Did you think that Chanel bike with the quilted leather accessories we blogged about last week was the most stupid thing you've ever seen? Well, friends, prepare to have your illusions shattered into countless tiny, sparkling pieces. We present to you... the Aurumania Gold Crystal Edition.
"Hey," you may be thinking, just as we did when we first saw this bicycle, "that's not a bad lookin' bike." From a distance, that's definitely the first impression - it looks like rather a classically pretty, no-nonsense, practical single-speeder. So you go in for a closer look. That's when the horror happens.

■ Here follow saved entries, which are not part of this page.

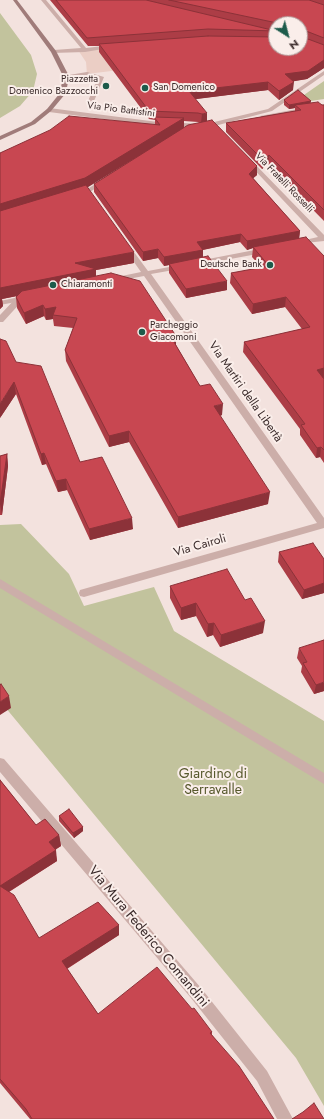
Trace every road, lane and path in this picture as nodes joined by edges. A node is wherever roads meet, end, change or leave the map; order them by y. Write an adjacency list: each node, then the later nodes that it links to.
1 (15, 0): 5 (street)
2 (43, 0): 4 (street)
3 (115, 47): 4 (street)
4 (85, 50): 5 (street)
5 (54, 52): 7 (street)
6 (324, 73): 13 (street)
7 (66, 76): 8 (street); 10 (street)
8 (91, 101)
9 (324, 106): 13 (street)
10 (49, 110): 11 (street, Via Pio Battistini); 16 (street)
11 (77, 114): 12 (street); 13 (street, Via Pio Battistini)
12 (67, 121)
13 (214, 125): 14 (street); 15 (street)
14 (220, 130)
15 (185, 131)
16 (0, 138)
17 (242, 153): 20 (street, Via Fratelli Rosselli)
18 (114, 175): 19 (street)
19 (66, 198)
20 (324, 239): 22 (street)
21 (123, 241): 24 (street, Via Martiri della Libertà)
22 (292, 244)
23 (269, 249): 24 (street)
24 (146, 273): 25 (street); 30 (street, Via Martiri della Libertà)
25 (101, 282)
26 (34, 296): 27 (street)
27 (19, 300): 28 (street); 29 (street)
28 (0, 303)
29 (0, 320)
30 (324, 524): 32 (street, Via Cairoli)
31 (0, 583): 34 (street)
32 (84, 593)
33 (0, 763): 35 (street, Via Mura Federico Comandini)
34 (324, 779)
35 (285, 1119)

"What's that stuff round the head tube?" you think. "Surely it can't be...?" But it is. Them's Swarovski crystals, them is, and there's more than 600 of them encrusting various parts of the bike.

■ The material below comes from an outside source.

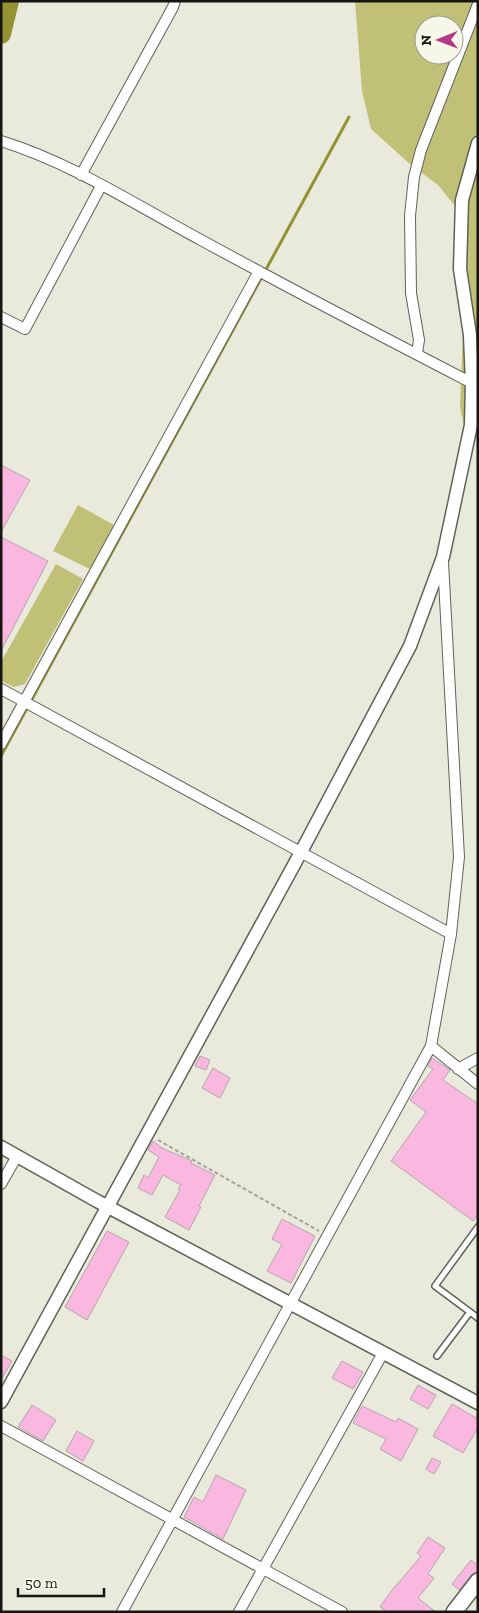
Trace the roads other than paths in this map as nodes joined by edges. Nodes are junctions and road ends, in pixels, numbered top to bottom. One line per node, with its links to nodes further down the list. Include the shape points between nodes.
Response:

According to their website, Aurumania are a company devoted to the production and supply of products that "are designed and hand-crafted as the very best for the very few. That's why they all are sold as limited edition series. Numbered and intensely exclusive." Now, we don't speak dickhead, but Google Translate says that means "Over-priced crap for rich wankers." The website also says that "In the periodic table that lists all the pure elements found in nature, gold has the atomic number 79. We use this distinctive number - normally only familar to the cognoscenti - for a unique, swirling AURUMANIA tag symbol in gold." That'd be a cognoscenti including millions of chemists and just about any school pupil, then. And if it's normally only familiar to the cognoscenti, who are Aurmania making it familiar to with this bike? Tasteless morons who need to emphasise their wealth, perhaps? We'd have read more, but we were feeling sick by this point.
As you've probably guessed by now, it's not gold paint. Almost the entire bike is plated in 24 carat gold - even the rear sprocket, where it'll flake off after half a mile. However, that shouldn't be a problem because nobody who buys this bike is going to ride it. They even have a picture on the website of the bike displayed on the wall of some shitty baroque-style room with modern touches probably described as ironic, like a purple sofa, and you can also buy a matching gold-plated, crystal-encrusted bracket for precisely this purpose.
Want one? Then this blog isn't for you. However, you can purchase one of the fifty produced for a mere 80,000 Euros - which is £71,300.37 if you prefer British money, or $115,200 in the USA. That's some undoubtedly expensive shit, but it's definitely shit and a hell of a lot of money to pay for a Brooks saddle, which is the only part of this bike worth having.